Saved entries
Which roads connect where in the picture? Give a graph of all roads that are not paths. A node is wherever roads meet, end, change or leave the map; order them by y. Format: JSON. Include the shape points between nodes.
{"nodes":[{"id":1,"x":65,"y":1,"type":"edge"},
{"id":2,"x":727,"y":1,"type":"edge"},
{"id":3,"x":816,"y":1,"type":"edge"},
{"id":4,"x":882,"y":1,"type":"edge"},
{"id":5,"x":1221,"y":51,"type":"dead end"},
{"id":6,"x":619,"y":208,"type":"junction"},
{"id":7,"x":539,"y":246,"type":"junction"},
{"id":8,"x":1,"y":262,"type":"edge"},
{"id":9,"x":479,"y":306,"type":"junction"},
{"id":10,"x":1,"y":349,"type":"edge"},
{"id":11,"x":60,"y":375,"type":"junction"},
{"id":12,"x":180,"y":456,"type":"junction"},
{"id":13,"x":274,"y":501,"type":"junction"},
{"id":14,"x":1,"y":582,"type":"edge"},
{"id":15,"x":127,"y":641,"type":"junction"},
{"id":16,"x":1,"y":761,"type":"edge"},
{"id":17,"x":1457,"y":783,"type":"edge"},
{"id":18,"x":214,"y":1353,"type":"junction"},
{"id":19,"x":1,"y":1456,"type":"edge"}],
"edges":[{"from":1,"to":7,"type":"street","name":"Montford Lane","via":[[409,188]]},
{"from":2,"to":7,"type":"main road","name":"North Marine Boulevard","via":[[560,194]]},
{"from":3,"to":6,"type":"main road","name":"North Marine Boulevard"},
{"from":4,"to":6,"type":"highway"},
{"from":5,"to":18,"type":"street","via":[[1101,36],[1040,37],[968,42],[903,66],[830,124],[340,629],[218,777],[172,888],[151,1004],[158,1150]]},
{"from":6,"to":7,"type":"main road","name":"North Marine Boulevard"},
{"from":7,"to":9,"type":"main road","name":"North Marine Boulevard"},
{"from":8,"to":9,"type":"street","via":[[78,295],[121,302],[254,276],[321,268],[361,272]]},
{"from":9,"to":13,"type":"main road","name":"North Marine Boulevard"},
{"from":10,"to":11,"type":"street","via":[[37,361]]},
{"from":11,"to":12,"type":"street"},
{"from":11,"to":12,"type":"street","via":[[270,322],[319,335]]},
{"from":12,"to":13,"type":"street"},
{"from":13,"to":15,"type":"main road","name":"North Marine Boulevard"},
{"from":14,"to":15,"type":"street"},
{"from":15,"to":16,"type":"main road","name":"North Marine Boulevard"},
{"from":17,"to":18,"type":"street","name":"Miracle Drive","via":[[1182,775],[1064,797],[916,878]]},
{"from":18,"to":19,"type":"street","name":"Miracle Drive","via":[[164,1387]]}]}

• _What you are asked to do_: What lines above contain "nodes"? Copy them out.

• _Your solution_:
Which roads connect where in the picture? Give a graph of all roads that are not paths. A node is wherever roads meet, end, change or leave the map; order them by y. Format: JSON. Include the shape points between nodes.
{"nodes":[{"id":1,"x":65,"y":1,"type":"edge"},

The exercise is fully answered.